Un mur de pierre, froid et rêche qui râpa la peau de sa joue tandis que le corps de son maître la pressait de toute part. elle sentit la main tirer sur sa jupe, elle sentit les doigts crocheter son sexe. Elle tenta de se cambrer, de s’ouvrir, Frédéric l’en empêcha. Il la voulait fermée, rigide ; il la voulait soumise. Du pouce, il la pénétra. Faisant fi de la ridicule ficelle de sa culotte. De la courbe entre pouce et index, il massa son clitoris avec rudesse profitant du renflement de l’articulation pour appuyer toujours plus fort. Sa brusquerie raviva la flamme de Frédérique. Elle tenta à nouveau de se cambrer, à nouveau il la plaqua au mur. Ce ne fut pas son pouce qui l’y cloua. Il s’enfonça en elle d’un seul mouvement de bassin, comme s’il voulait l’empaler. Puis il poussa, poussa encore, avec une telle rage qu’elle sentit, à travers son pull et son T-Shirt, l’âpreté de la pierre. Et soudain, il se détendit. Glissant un bras le long de son ventre, il la tira en arrière, empoignant ses cheveux, il la fit se cambrer. Alors commencèrent les interminables et sensuels va et vient qu’elle aimait. Il la limait avec l’infini douceur de l’ébéniste qui peaufine son œuvre tout en la tenant fermement pour qu’elle se plie à sa volonté. Elle se laissa aller, plongeant dans la jouissance en toute confiance. Jamais elle ne s’écraserait au sol, Frédéric serait son élastique, sa ceinture de sécurité. Il serait toujours là pour elle, elle en était persuadée.
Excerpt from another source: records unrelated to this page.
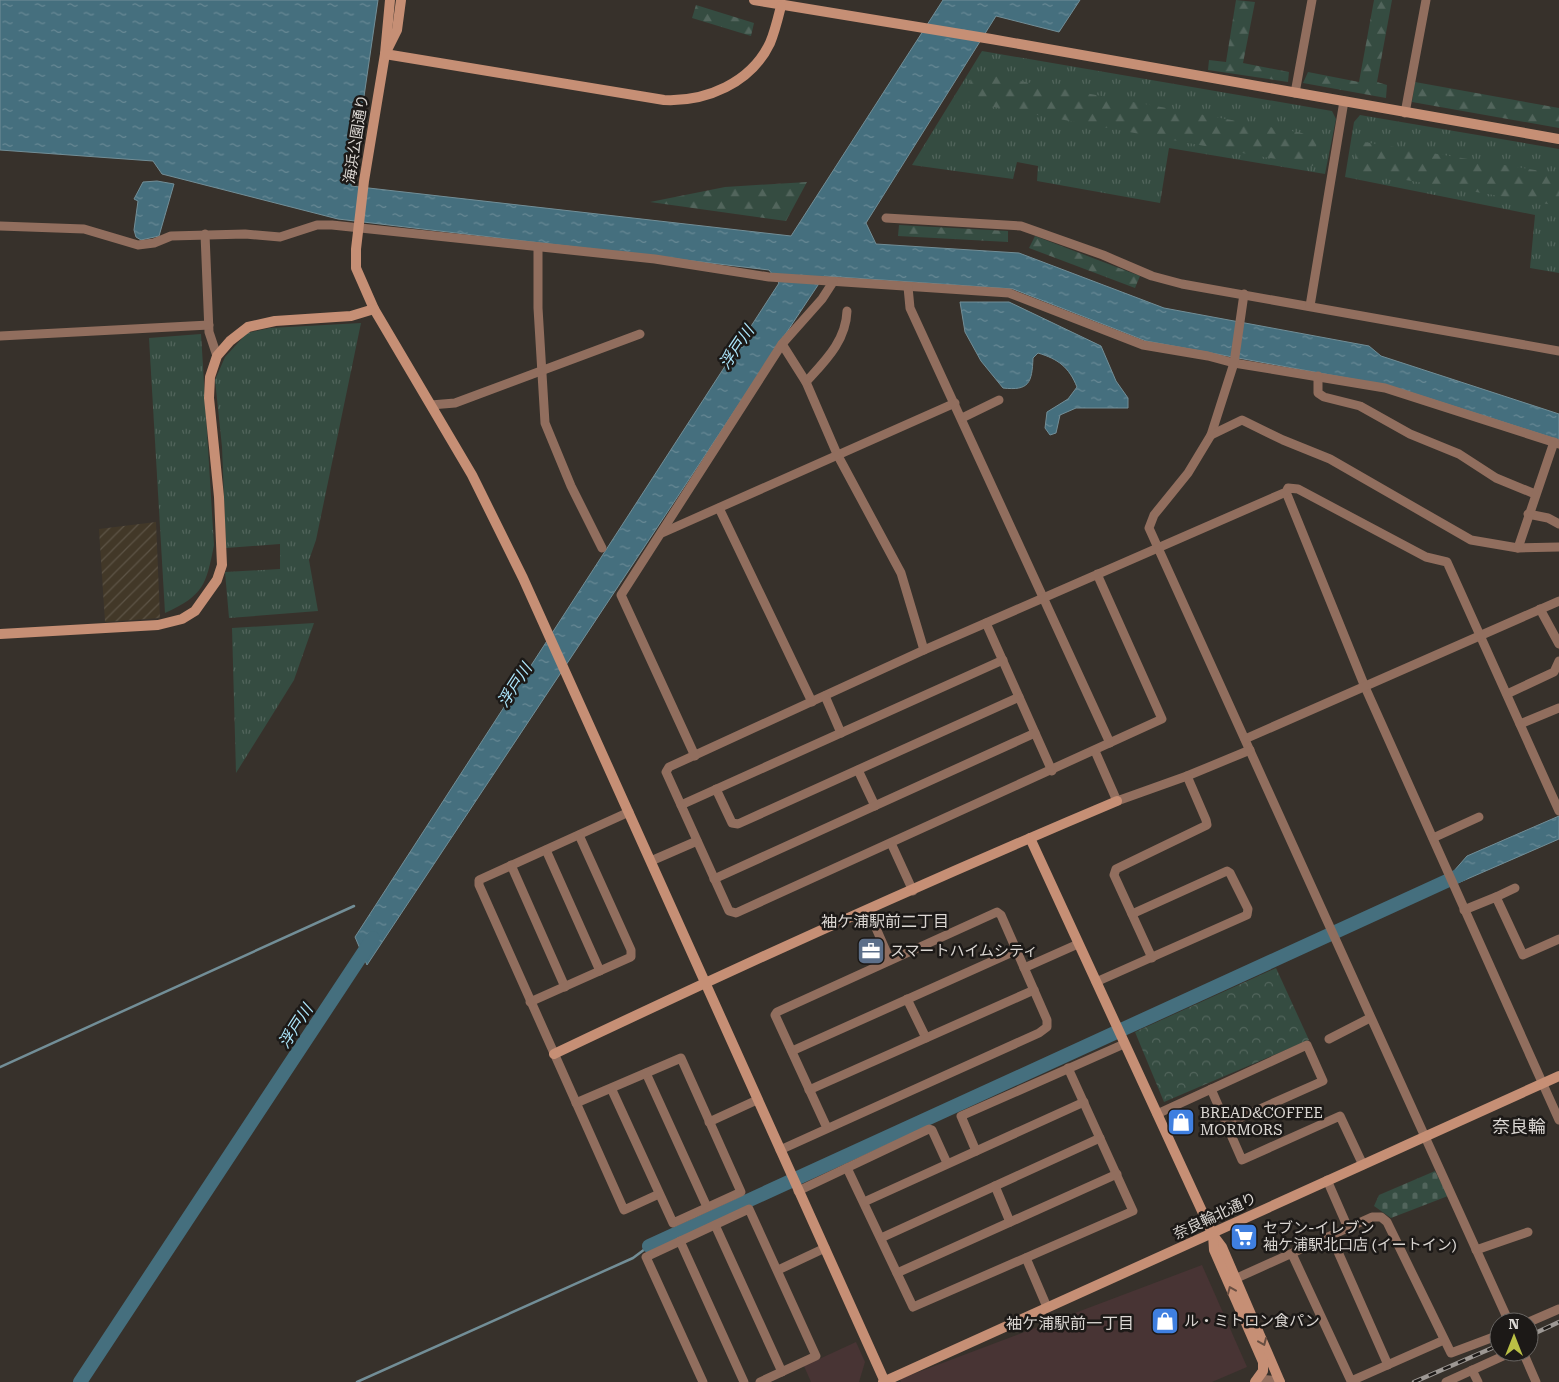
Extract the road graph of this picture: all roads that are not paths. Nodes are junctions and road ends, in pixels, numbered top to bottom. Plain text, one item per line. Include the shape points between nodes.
1 (390, 0) edge
2 (401, 0) edge
3 (754, 0) edge
4 (1312, 0) edge
5 (1426, 0) edge
6 (781, 6) junction
7 (386, 54) junction
8 (1295, 93) junction
9 (1344, 102) junction
10 (1405, 112) junction
11 (1559, 139) edge
12 (886, 218) dead end
13 (0, 226) edge
14 (358, 229) junction
15 (204, 234) junction
16 (538, 247) junction
17 (833, 282) junction
18 (908, 287) junction
19 (1244, 294) junction
20 (1310, 306) junction
21 (374, 309) junction
22 (847, 311) dead end
23 (209, 326) junction
24 (640, 334) dead end
25 (0, 336) edge
26 (782, 344) junction
27 (1559, 351) edge
28 (217, 356) junction
29 (1234, 364) junction
30 (543, 370) junction
31 (1318, 376) junction
32 (806, 382) junction
33 (999, 400) dead end
34 (954, 403) junction
35 (431, 405) junction
36 (962, 418) junction
37 (1211, 435) junction
38 (1556, 443) edge
39 (837, 454) junction
40 (1286, 492) junction
41 (1535, 494) junction
42 (719, 508) junction
43 (1528, 514) junction
44 (1559, 524) edge
45 (662, 533) junction
46 (1158, 546) junction
47 (1559, 547) edge
48 (602, 548) dead end
49 (1518, 548) junction
50 (1096, 574) junction
51 (1044, 598) junction
52 (1559, 601) edge
53 (1540, 609) junction
54 (986, 623) junction
55 (0, 634) edge
56 (1479, 636) junction
57 (1559, 644) edge
58 (924, 650) junction
59 (1003, 660) junction
60 (1559, 661) edge
61 (1365, 687) junction
62 (1507, 694) junction
63 (825, 696) junction
64 (1019, 697) junction
65 (812, 702) junction
66 (1559, 708) edge
67 (1520, 724) junction
68 (841, 733) junction
69 (1036, 733) junction
70 (1245, 739) junction
71 (1110, 743) junction
72 (1250, 750) junction
73 (1094, 751) junction
74 (695, 756) junction
75 (858, 770) junction
76 (1052, 770) junction
77 (1187, 776) junction
78 (716, 789) junction
79 (1117, 801) junction
80 (681, 805) junction
81 (875, 806) junction
82 (1559, 811) edge
83 (629, 812) junction
84 (1480, 817) dead end
85 (579, 835) junction
86 (1030, 838) junction
87 (1433, 838) junction
88 (697, 841) junction
89 (891, 843) junction
90 (546, 850) junction
91 (651, 861) junction
92 (511, 865) junction
93 (714, 879) junction
94 (1515, 888) dead end
95 (913, 891) junction
96 (1496, 897) junction
97 (868, 910) junction
98 (1464, 910) junction
99 (1132, 914) junction
100 (1559, 939) edge
101 (1078, 944) junction
102 (1017, 950) junction
103 (1152, 958) junction
104 (890, 960) junction
105 (1024, 968) junction
106 (600, 971) junction
107 (705, 982) junction
108 (1096, 982) junction
109 (565, 987) junction
110 (1034, 990) junction
111 (907, 999) junction
112 (530, 1002) junction
113 (1370, 1018) junction
114 (926, 1038) junction
115 (1329, 1039) dead end
116 (1124, 1044) junction
117 (792, 1051) junction
118 (554, 1054) junction
119 (1068, 1068) junction
120 (646, 1073) junction
121 (1559, 1076) edge
122 (1543, 1083) junction
123 (611, 1088) junction
124 (1211, 1089) junction
125 (809, 1090) junction
126 (757, 1100) junction
127 (1084, 1102) junction
128 (576, 1103) junction
129 (1156, 1114) junction
130 (1559, 1120) edge
131 (709, 1122) junction
132 (1226, 1124) junction
133 (827, 1128) junction
134 (1426, 1136) junction
135 (1100, 1138) junction
136 (780, 1150) junction
137 (976, 1151) junction
138 (947, 1163) junction
139 (1363, 1164) junction
140 (848, 1168) junction
141 (1116, 1174) junction
142 (1327, 1180) junction
143 (995, 1186) junction
144 (797, 1189) junction
145 (659, 1194) junction
146 (864, 1202) junction
147 (707, 1207) junction
148 (1010, 1222) junction
149 (715, 1225) junction
150 (1348, 1228) junction
151 (1528, 1232) dead end
152 (1213, 1235) junction
153 (1331, 1236) junction
154 (881, 1238) junction
155 (680, 1241) junction
156 (825, 1248) junction
157 (1476, 1250) junction
158 (1292, 1254) junction
159 (1026, 1258) junction
160 (778, 1270) junction
161 (897, 1273) junction
162 (1237, 1278) junction
163 (1047, 1307) junction
164 (1559, 1309) edge
165 (1504, 1312) edge
166 (1539, 1318) edge
167 (1489, 1339) edge
168 (1444, 1340) junction
169 (1490, 1362) edge
170 (1527, 1362) edge
171 (1388, 1365) junction
172 (1472, 1370) junction
173 (782, 1372) junction
174 (1257, 1380) edge
175 (703, 1382) edge
176 (744, 1382) edge
177 (760, 1382) edge
178 (884, 1382) edge
179 (1280, 1382) edge
180 (1446, 1382) edge
181 (1478, 1382) edge
182 (1536, 1382) edge

1 - 7 street, 海浜公園通り
2 - 7 street, 海浜公園通り via 397,30
3 - 6 street
4 - 8 street
5 - 10 street
6 - 7 street via 770,43 752,68 722,90 682,101
6 - 8 street via 992,39
7 - 14 street, 海浜公園通り
8 - 9 street
9 - 10 street
9 - 20 street
10 - 11 street
12 - 19 street via 1021,226 1152,276
13 - 15 street via 84,230 138,245 171,236
14 - 15 street via 317,225 280,237
14 - 16 street
14 - 21 street, 海浜公園通り via 356,268
15 - 23 street
16 - 17 street
16 - 30 street
17 - 18 street
17 - 26 street
18 - 29 street via 1015,294 1143,345 1208,356
18 - 34 street via 910,308
19 - 20 street
19 - 29 street
20 - 27 street
21 - 28 street via 351,316 275,321 248,327
21 - 35 street, 海浜公園通り
22 - 32 street via 843,334 828,358
23 - 25 street
23 - 28 street
24 - 30 street
26 - 32 street
26 - 45 street
28 - 55 street via 210,377 209,398 222,564 218,580 206,598 195,611 182,619 158,625
29 - 31 street
29 - 37 street
30 - 35 street via 455,403
30 - 48 street via 545,423
31 - 38 street via 1385,388
31 - 41 street via 1318,393 1324,397 1360,406 1410,434 1459,454 1496,478
32 - 39 street
33 - 36 street
34 - 36 street
34 - 39 street
35 - 83 street, 海浜公園通り via 488,505
36 - 51 street
37 - 46 street via 1188,473 1154,515 1150,528
37 - 49 street via 1242,420 1330,459 1471,540
38 - 41 street
39 - 42 street
39 - 58 street via 901,573
40 - 46 street
40 - 56 street via 1288,488 1298,489 1426,557 1447,562
40 - 61 street
41 - 43 street
42 - 45 street
42 - 65 street
43 - 44 street
43 - 49 street
45 - 74 street via 621,595
46 - 50 street
46 - 70 street
47 - 49 street
50 - 51 street
50 - 71 street via 1162,719
51 - 54 street
51 - 71 street
52 - 53 street
53 - 56 street
53 - 57 street
54 - 58 street
54 - 59 street
56 - 61 street
56 - 62 street
58 - 63 street
59 - 64 street
59 - 68 street
60 - 62 street via 1554,672
61 - 70 street
61 - 87 street
62 - 67 street
63 - 65 street
63 - 68 street
64 - 69 street
64 - 75 street
65 - 74 street
66 - 67 street
67 - 82 street
68 - 78 street
69 - 76 street
69 - 81 street
70 - 72 street
71 - 73 street
72 - 77 street
72 - 113 street
73 - 76 street
73 - 79 street
74 - 80 street via 669,767 666,772
75 - 78 street via 738,824 732,823
75 - 81 street
76 - 89 street
77 - 79 street
77 - 99 street via 1207,825 1116,870 1114,874
78 - 80 street
79 - 86 street
80 - 88 street
81 - 93 street
83 - 85 street
83 - 91 street, 海浜公園通り
84 - 87 street
85 - 90 street
85 - 106 street via 632,950 631,957
86 - 95 street
86 - 101 street
87 - 98 street
88 - 91 street
88 - 93 street
89 - 93 street via 736,913 729,911
89 - 95 street
90 - 92 street
90 - 106 street
91 - 107 street, 海浜公園通り
92 - 109 street
92 - 112 street via 478,880
94 - 96 street
95 - 97 street
96 - 98 street
96 - 100 street via 1523,955
97 - 104 street
97 - 107 street
98 - 122 street
99 - 103 street
99 - 103 street via 1227,871 1248,908 1247,915
101 - 105 street
101 - 108 street
102 - 104 street via 1001,915 996,912
102 - 105 street
102 - 111 street
103 - 108 street
104 - 117 street via 777,1012 775,1015
105 - 110 street
106 - 109 street
107 - 118 street
107 - 126 street, 海浜公園通り
108 - 116 street
109 - 112 street
110 - 114 street
110 - 133 street via 1047,1020 1047,1027 1039,1033
111 - 114 street
111 - 117 street
112 - 118 street
113 - 115 street
113 - 134 street
114 - 125 street
116 - 119 street
116 - 129 street
117 - 125 street
118 - 128 street
119 - 127 street
119 - 137 street via 961,1116
120 - 123 street
120 - 131 street via 680,1058
120 - 147 street
121 - 122 street, 奈良輪北通り
122 - 130 street
122 - 134 street, 奈良輪北通り
123 - 128 street
123 - 145 street
124 - 129 street
124 - 132 street
124 - 132 street via 1307,1045 1324,1081
125 - 133 street
126 - 131 street
126 - 136 street, 海浜公園通り
127 - 135 street
127 - 137 street
128 - 145 street via 624,1210
129 - 152 street
131 - 147 street via 741,1192
132 - 139 street via 1242,1160 1340,1116
133 - 136 street
134 - 139 street, 奈良輪北通り
134 - 157 street
135 - 141 street
135 - 143 street
136 - 144 street, 海浜公園通り
137 - 138 street
138 - 140 street via 929,1129
138 - 146 street
139 - 142 street, 奈良輪北通り
140 - 144 street
140 - 146 street
141 - 148 street
141 - 159 street via 1133,1211
142 - 150 street
142 - 152 street, 奈良輪北通り
143 - 148 street
143 - 154 street
144 - 156 street, 海浜公園通り
145 - 147 street via 672,1223
146 - 154 street
148 - 161 street
149 - 155 street
149 - 160 street via 749,1209
149 - 173 street
150 - 153 street
150 - 168 street via 1372,1217 1380,1217 1387,1222
151 - 157 street
152 - 162 street
152 - 163 street, 奈良輪北通り
174 -> 152 street via 1263,1371 1263,1362 1214,1250
153 - 158 street
153 - 171 street
154 - 161 street
155 - 175 street via 646,1257
155 - 176 street
156 - 160 street
156 - 178 street, 海浜公園通り
157 - 165 street
158 - 162 street
158 - 171 street via 1351,1381
159 - 161 street via 913,1308
159 - 163 street
160 - 173 street via 816,1356
162 -> 179 street
163 - 178 street, 奈良輪北通り
164 - 166 street
167 - 168 street via 1451,1353
168 - 171 street
169 - 172 street
170 - 182 street
172 - 180 street
172 - 181 street
173 - 177 street
174 - 179 street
Frédéric continua, jusqu’à la limite de sa résistance. Il se retira prestement et fit glisser sa femme au sol. Elle ouvrit la bouche, sachant ce qu’il attendait d’elle. Il s’y enfonça avec la même force, le même désir insatiable de la perforer au plus profond qu’en pénétrant son sexe. Il la pilonna longuement sans qu’elle pût prendre le contrôle et le caresser savamment. Puis il abandonna la bouche pour la reprendre, à quatre pattes sur le parquet cette fois. Enfin, il explosa, lâchant sur les fesses et le dos de la belle, des jets de jouissance infinis.

***

Bien entendu, Frédérique dormit mal. Son Maître ne l’ayant pas invitée à partager sa couche, elle s’était allongée au pied du lit, sur le parquet, sans même une couverture pour se tenir chaud. Mais ni la dureté du sol ni le froid n’était cause de son manque de sommeil. La vraie raison, la seule, c’était la jouissance de Frédéric. La vaille, il avait joui sur elle. « Sur elle ! » pas « En elle ». Depuis quelques mois, il préférait sa bouche sans pour autant dédaigner ni son con ni son cul. Mais la veille, il avait refusé qu’elle reçoive sa jouissance, il ne lui avait même pas donné son sexe à nettoyer. Et elle s’était sentie exclue de son plaisir ; d’autant plus vivement qu’elle s’en pensait le réceptacle naturel.

***

Frédérique avait étouffé des sanglots durant une bonne partie de la nuit. Naturellement, ce larmoiement lancinant avait fini par tirer Frédéric du sommeil. Il avait néanmoins fait semblant de dormir dans un relâchement paisible, forçant même, à certains moments, sur les ronflements simulés.

Il était donc, en ce samedi matin, d’humeur assez revêche et elle, assez maussade. Heureusement pour l’une comme pour l’autre, Franck était là, avec son sourire d’ange et son rire en cascade. Le petit bonhomme galopait désormais partout à quatre pattes et c’était, pour ses deux parents, un véritable enchantement de le voir si joyeux. Et la matinée, qui s’annonçait orageuse, passa comme un poème. Jusqu’à l’appel de Marc.

– Pas de souci, conclut Frédéric, dix-neuf trente c’est parfait. On s’occupe de tout. Ciao, à ce soir.

Il raccrocha et sourit face au regard perplexe et interrogateur de Frédérique.

– Il va falloir faire quelques courses, j’ai invité du monde.

***

Franck dormait paisiblement dans sa poussette tandis que ses parents déambulaient dans les allées de l’hypermarché, passant aux yeux de tous pour un couple des plus normaux. Mais l’un comme l’autre savait que le dîner n’était pas la principale préoccupation des futurs convives, tout comme elle ne fut pas dupe lorsque Frédéric imposant une longue étape au rayon animalerie et qu’il jeta dans le caddy, un collier de cuir noir et clouté ainsi qu’une laisse coordonnée, tressée de larges brins.